## TASK TO COMPLETE
Work out how many lines of the entries have the word "保學二街" in them. Respond with that number only.

◆ ◆ ◆

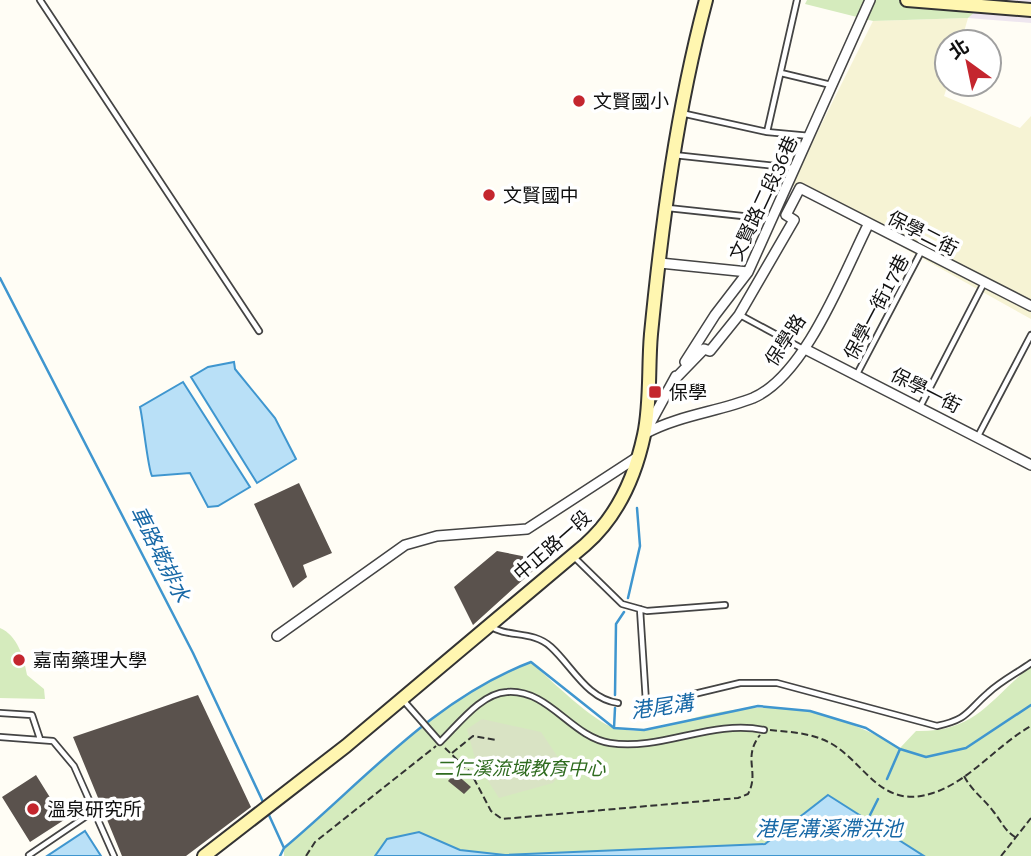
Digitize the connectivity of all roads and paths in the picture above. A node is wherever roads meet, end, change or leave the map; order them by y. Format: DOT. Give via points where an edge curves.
graph roads {
  1 [pos="40,0"];
  2 [pos="706,0"];
  3 [pos="797,0"];
  4 [pos="870,0"];
  5 [pos="907,0"];
  6 [pos="1031,10"];
  7 [pos="780,73"];
  8 [pos="834,85"];
  9 [pos="680,113"];
  10 [pos="767,132"];
  11 [pos="811,136"];
  12 [pos="673,155"];
  13 [pos="795,168"];
  14 [pos="667,208"];
  15 [pos="773,219"];
  16 [pos="868,225"];
  17 [pos="921,252"];
  18 [pos="660,262"];
  19 [pos="748,272"];
  20 [pos="984,283"];
  21 [pos="1031,306"];
  22 [pos="739,315"];
  23 [pos="259,331"];
  24 [pos="1031,335"];
  25 [pos="804,349"];
  26 [pos="856,375"];
  27 [pos="674,380"];
  28 [pos="920,407"];
  29 [pos="644,434"];
  30 [pos="978,436"];
  31 [pos="636,458"];
  32 [pos="1031,465"];
  33 [pos="572,555"];
  34 [pos="724,605"];
  35 [pos="640,609"];
  36 [pos="489,625"];
  37 [pos="277,636"];
  38 [pos="1031,663"];
  39 [pos="402,699"];
  40 [pos="669,700"];
  41 [pos="646,702"];
  42 [pos="618,703"];
  43 [pos="0,713"];
  44 [pos="1031,726"];
  45 [pos="764,730"];
  46 [pos="0,737"];
  47 [pos="40,739"];
  48 [pos="437,740"];
  49 [pos="496,740"];
  50 [pos="451,753"];
  51 [pos="964,775"];
  52 [pos="94,811"];
  53 [pos="1031,818"];
  54 [pos="1016,837"];
  55 [pos="29,855"];
  56 [pos="114,856"];
  57 [pos="204,856"];
  58 [pos="306,856"];
  59 [pos="1001,856"];
  1 -- 23 [label="lane"];
  2 -- 9 [label="main road, 中正路一段"];
  3 -- 7 [label="lane"];
  4 -- 8 [label="street, 文賢路二段36巷"];
  5 -- 6 [label="main road"];
  7 -- 8 [label="lane"];
  7 -- 10 [label="lane"];
  8 -- 11 [label="street, 文賢路二段36巷"];
  9 -- 10 [label="lane"];
  9 -- 12 [label="main road, 中正路一段"];
  10 -- 11 [label="lane"];
  11 -- 13 [label="street, 文賢路二段36巷"];
  12 -- 13 [label="lane"];
  12 -- 14 [label="main road, 中正路一段"];
  13 -- 15 [label="street, 文賢路二段36巷"];
  14 -- 15 [label="lane"];
  14 -- 18 [label="main road, 中正路一段"];
  15 -- 19 [label="street, 文賢路二段36巷"];
  16 -- 17 [label="street, 保學二街"];
  16 -- 22 [label="street, 保學二街" via="800,188 786,215 794,220"];
  16 -- 25 [label="street, 保學路"];
  17 -- 20 [label="street, 保學二街"];
  17 -- 26 [label="lane, 保學一街17巷"];
  18 -- 19 [label="street"];
  18 -- 29 [label="main road, 中正路一段"];
  19 -- 27 [label="street, 文賢路二段36巷"];
  20 -- 21 [label="street, 保學二街"];
  20 -- 28 [label="lane"];
  22 -- 25 [label="lane"];
  22 -- 27 [label="street" via="710,351 704,349"];
  24 -- 30 [label="lane"];
  25 -- 26 [label="street, 保學一街"];
  25 -- 29 [label="street, 保學路" via="784,378 769,390 670,420"];
  26 -- 28 [label="street, 保學一街"];
  27 -- 29 [label="street, 文賢路二段36巷"];
  28 -- 30 [label="street, 保學一街"];
  29 -- 31 [label="main road, 中正路一段"];
  30 -- 32 [label="street, 保學一街"];
  31 -- 33 [label="main road, 中正路一段" via="614,513"];
  31 -- 37 [label="street" via="527,529 437,536 405,545"];
  33 -- 35 [label="lane" via="622,604"];
  33 -- 36 [label="main road, 中正路一段"];
  34 -- 35 [label="lane"];
  35 -- 41 [label="lane"];
  36 -- 39 [label="main road, 中正路一段"];
  36 -- 42 [label="lane" via="499,632 535,637 550,645 589,688 608,702"];
  38 -- 40 [label="lane" via="987,694 975,709 937,726 777,683 740,683"];
  39 -- 48 [label="lane"];
  39 -- 57 [label="main road, 中正路一段"];
  43 -- 47 [label="lane" via="33,715"];
  44 -- 51 [label="path"];
  45 -- 48 [label="lane" via="726,728 641,745 608,743 578,730 542,701 505,692 488,698"];
  45 -- 50 [label="path" via="749,754 753,785 748,794 738,798 502,819 491,811 471,773"];
  45 -- 51 [label="path" via="804,733 833,745 875,784 900,796 931,794"];
  46 -- 47 [label="lane"];
  47 -- 52 [label="lane" via="53,740 74,766"];
  48 -- 50 [label="path"];
  48 -- 58 [label="path" via="315,842"];
  49 -- 50 [label="path" via="472,736"];
  51 -- 54 [label="path" via="1003,830"];
  52 -- 55 [label="lane"];
  52 -- 56 [label="lane"];
  53 -- 54 [label="path"];
  54 -- 59 [label="path"];
}
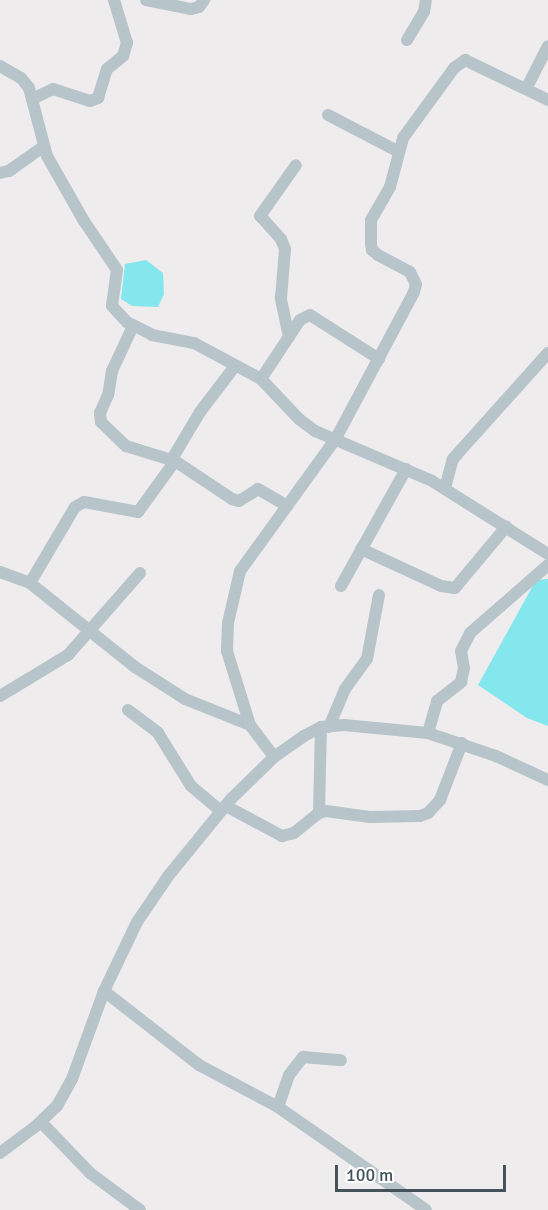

◆ ◆ ◆

## YOUR SOLUTION
4